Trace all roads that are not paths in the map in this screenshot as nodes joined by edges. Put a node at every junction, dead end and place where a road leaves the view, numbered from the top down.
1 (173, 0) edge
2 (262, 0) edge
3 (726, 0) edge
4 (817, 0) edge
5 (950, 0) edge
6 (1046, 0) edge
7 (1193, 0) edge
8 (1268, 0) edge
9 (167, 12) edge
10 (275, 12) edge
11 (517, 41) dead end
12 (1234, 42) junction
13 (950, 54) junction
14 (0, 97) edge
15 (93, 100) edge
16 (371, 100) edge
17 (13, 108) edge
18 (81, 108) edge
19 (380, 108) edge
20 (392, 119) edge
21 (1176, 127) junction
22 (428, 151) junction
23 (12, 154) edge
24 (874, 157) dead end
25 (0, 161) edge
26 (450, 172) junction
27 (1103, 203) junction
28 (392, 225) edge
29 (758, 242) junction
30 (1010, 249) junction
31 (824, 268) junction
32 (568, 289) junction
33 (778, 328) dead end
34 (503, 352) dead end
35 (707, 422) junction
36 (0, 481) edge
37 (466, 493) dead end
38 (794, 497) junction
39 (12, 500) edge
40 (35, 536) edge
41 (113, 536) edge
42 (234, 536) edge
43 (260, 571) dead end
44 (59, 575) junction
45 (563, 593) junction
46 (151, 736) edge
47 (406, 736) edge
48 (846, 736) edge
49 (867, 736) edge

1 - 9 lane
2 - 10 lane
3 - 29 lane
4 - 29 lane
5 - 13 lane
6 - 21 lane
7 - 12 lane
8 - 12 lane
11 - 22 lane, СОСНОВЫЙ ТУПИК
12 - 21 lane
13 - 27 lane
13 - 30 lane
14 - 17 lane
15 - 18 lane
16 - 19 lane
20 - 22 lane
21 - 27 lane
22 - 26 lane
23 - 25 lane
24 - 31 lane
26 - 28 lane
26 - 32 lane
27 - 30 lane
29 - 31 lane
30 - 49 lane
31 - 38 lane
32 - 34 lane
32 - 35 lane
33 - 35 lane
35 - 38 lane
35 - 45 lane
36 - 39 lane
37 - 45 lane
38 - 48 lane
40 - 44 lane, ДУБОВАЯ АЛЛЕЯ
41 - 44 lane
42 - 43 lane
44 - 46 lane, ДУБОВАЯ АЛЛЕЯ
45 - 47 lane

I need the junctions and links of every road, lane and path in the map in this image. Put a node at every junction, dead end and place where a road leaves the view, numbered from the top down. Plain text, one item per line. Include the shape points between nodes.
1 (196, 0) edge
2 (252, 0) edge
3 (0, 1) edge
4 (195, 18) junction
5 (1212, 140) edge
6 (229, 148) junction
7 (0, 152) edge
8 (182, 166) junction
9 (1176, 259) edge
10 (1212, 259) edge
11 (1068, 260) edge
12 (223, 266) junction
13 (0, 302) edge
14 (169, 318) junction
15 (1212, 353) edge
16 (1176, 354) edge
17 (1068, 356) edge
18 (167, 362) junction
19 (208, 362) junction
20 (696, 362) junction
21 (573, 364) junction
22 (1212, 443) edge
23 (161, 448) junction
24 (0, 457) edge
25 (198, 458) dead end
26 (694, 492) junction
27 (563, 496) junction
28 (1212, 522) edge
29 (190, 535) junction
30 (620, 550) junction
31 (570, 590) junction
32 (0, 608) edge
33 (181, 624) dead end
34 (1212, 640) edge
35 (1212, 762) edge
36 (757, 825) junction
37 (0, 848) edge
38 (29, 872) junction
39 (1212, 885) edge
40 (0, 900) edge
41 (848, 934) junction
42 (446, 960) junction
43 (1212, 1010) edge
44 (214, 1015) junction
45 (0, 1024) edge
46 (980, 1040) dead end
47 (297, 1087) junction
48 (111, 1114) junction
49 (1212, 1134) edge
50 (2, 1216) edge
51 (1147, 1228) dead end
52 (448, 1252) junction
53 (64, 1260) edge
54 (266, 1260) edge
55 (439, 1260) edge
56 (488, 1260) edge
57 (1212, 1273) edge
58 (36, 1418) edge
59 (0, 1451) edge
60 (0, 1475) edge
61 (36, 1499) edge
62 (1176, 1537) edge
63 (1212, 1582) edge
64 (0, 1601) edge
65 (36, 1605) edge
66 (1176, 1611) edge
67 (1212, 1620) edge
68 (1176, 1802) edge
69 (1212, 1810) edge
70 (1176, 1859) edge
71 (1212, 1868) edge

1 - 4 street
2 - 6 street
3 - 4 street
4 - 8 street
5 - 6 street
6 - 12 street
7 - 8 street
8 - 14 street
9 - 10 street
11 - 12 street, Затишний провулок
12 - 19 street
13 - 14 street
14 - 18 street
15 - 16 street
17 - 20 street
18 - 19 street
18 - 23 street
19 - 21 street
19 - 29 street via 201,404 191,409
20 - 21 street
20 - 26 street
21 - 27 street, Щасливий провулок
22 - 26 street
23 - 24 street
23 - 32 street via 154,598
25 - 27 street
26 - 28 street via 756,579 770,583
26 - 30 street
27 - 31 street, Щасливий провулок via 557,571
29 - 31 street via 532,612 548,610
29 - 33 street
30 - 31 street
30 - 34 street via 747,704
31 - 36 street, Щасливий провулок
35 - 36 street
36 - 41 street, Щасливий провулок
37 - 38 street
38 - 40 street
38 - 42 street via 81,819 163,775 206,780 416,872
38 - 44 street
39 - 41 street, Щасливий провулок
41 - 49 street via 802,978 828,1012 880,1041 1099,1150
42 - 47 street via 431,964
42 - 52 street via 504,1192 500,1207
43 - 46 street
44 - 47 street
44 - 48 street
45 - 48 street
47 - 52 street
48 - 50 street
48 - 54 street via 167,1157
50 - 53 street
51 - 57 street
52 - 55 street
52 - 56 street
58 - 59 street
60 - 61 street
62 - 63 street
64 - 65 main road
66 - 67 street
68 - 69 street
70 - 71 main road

## Instructions to follow
Set down the whole of the material, exactly.

## Written response
Trace all roads that are not paths in the map in this screenshot as nodes joined by edges. Put a node at every junction, dead end and place where a road leaves the view, numbered from the top down.
1 (173, 0) edge
2 (262, 0) edge
3 (726, 0) edge
4 (817, 0) edge
5 (950, 0) edge
6 (1046, 0) edge
7 (1193, 0) edge
8 (1268, 0) edge
9 (167, 12) edge
10 (275, 12) edge
11 (517, 41) dead end
12 (1234, 42) junction
13 (950, 54) junction
14 (0, 97) edge
15 (93, 100) edge
16 (371, 100) edge
17 (13, 108) edge
18 (81, 108) edge
19 (380, 108) edge
20 (392, 119) edge
21 (1176, 127) junction
22 (428, 151) junction
23 (12, 154) edge
24 (874, 157) dead end
25 (0, 161) edge
26 (450, 172) junction
27 (1103, 203) junction
28 (392, 225) edge
29 (758, 242) junction
30 (1010, 249) junction
31 (824, 268) junction
32 (568, 289) junction
33 (778, 328) dead end
34 (503, 352) dead end
35 (707, 422) junction
36 (0, 481) edge
37 (466, 493) dead end
38 (794, 497) junction
39 (12, 500) edge
40 (35, 536) edge
41 (113, 536) edge
42 (234, 536) edge
43 (260, 571) dead end
44 (59, 575) junction
45 (563, 593) junction
46 (151, 736) edge
47 (406, 736) edge
48 (846, 736) edge
49 (867, 736) edge

1 - 9 lane
2 - 10 lane
3 - 29 lane
4 - 29 lane
5 - 13 lane
6 - 21 lane
7 - 12 lane
8 - 12 lane
11 - 22 lane, СОСНОВЫЙ ТУПИК
12 - 21 lane
13 - 27 lane
13 - 30 lane
14 - 17 lane
15 - 18 lane
16 - 19 lane
20 - 22 lane
21 - 27 lane
22 - 26 lane
23 - 25 lane
24 - 31 lane
26 - 28 lane
26 - 32 lane
27 - 30 lane
29 - 31 lane
30 - 49 lane
31 - 38 lane
32 - 34 lane
32 - 35 lane
33 - 35 lane
35 - 38 lane
35 - 45 lane
36 - 39 lane
37 - 45 lane
38 - 48 lane
40 - 44 lane, ДУБОВАЯ АЛЛЕЯ
41 - 44 lane
42 - 43 lane
44 - 46 lane, ДУБОВАЯ АЛЛЕЯ
45 - 47 lane

I need the junctions and links of every road, lane and path in the map in this image. Put a node at every junction, dead end and place where a road leaves the view, numbered from the top down. Plain text, one item per line. Include the shape points between nodes.
1 (196, 0) edge
2 (252, 0) edge
3 (0, 1) edge
4 (195, 18) junction
5 (1212, 140) edge
6 (229, 148) junction
7 (0, 152) edge
8 (182, 166) junction
9 (1176, 259) edge
10 (1212, 259) edge
11 (1068, 260) edge
12 (223, 266) junction
13 (0, 302) edge
14 (169, 318) junction
15 (1212, 353) edge
16 (1176, 354) edge
17 (1068, 356) edge
18 (167, 362) junction
19 (208, 362) junction
20 (696, 362) junction
21 (573, 364) junction
22 (1212, 443) edge
23 (161, 448) junction
24 (0, 457) edge
25 (198, 458) dead end
26 (694, 492) junction
27 (563, 496) junction
28 (1212, 522) edge
29 (190, 535) junction
30 (620, 550) junction
31 (570, 590) junction
32 (0, 608) edge
33 (181, 624) dead end
34 (1212, 640) edge
35 (1212, 762) edge
36 (757, 825) junction
37 (0, 848) edge
38 (29, 872) junction
39 (1212, 885) edge
40 (0, 900) edge
41 (848, 934) junction
42 (446, 960) junction
43 (1212, 1010) edge
44 (214, 1015) junction
45 (0, 1024) edge
46 (980, 1040) dead end
47 (297, 1087) junction
48 (111, 1114) junction
49 (1212, 1134) edge
50 (2, 1216) edge
51 (1147, 1228) dead end
52 (448, 1252) junction
53 (64, 1260) edge
54 (266, 1260) edge
55 (439, 1260) edge
56 (488, 1260) edge
57 (1212, 1273) edge
58 (36, 1418) edge
59 (0, 1451) edge
60 (0, 1475) edge
61 (36, 1499) edge
62 (1176, 1537) edge
63 (1212, 1582) edge
64 (0, 1601) edge
65 (36, 1605) edge
66 (1176, 1611) edge
67 (1212, 1620) edge
68 (1176, 1802) edge
69 (1212, 1810) edge
70 (1176, 1859) edge
71 (1212, 1868) edge

1 - 4 street
2 - 6 street
3 - 4 street
4 - 8 street
5 - 6 street
6 - 12 street
7 - 8 street
8 - 14 street
9 - 10 street
11 - 12 street, Затишний провулок
12 - 19 street
13 - 14 street
14 - 18 street
15 - 16 street
17 - 20 street
18 - 19 street
18 - 23 street
19 - 21 street
19 - 29 street via 201,404 191,409
20 - 21 street
20 - 26 street
21 - 27 street, Щасливий провулок
22 - 26 street
23 - 24 street
23 - 32 street via 154,598
25 - 27 street
26 - 28 street via 756,579 770,583
26 - 30 street
27 - 31 street, Щасливий провулок via 557,571
29 - 31 street via 532,612 548,610
29 - 33 street
30 - 31 street
30 - 34 street via 747,704
31 - 36 street, Щасливий провулок
35 - 36 street
36 - 41 street, Щасливий провулок
37 - 38 street
38 - 40 street
38 - 42 street via 81,819 163,775 206,780 416,872
38 - 44 street
39 - 41 street, Щасливий провулок
41 - 49 street via 802,978 828,1012 880,1041 1099,1150
42 - 47 street via 431,964
42 - 52 street via 504,1192 500,1207
43 - 46 street
44 - 47 street
44 - 48 street
45 - 48 street
47 - 52 street
48 - 50 street
48 - 54 street via 167,1157
50 - 53 street
51 - 57 street
52 - 55 street
52 - 56 street
58 - 59 street
60 - 61 street
62 - 63 street
64 - 65 main road
66 - 67 street
68 - 69 street
70 - 71 main road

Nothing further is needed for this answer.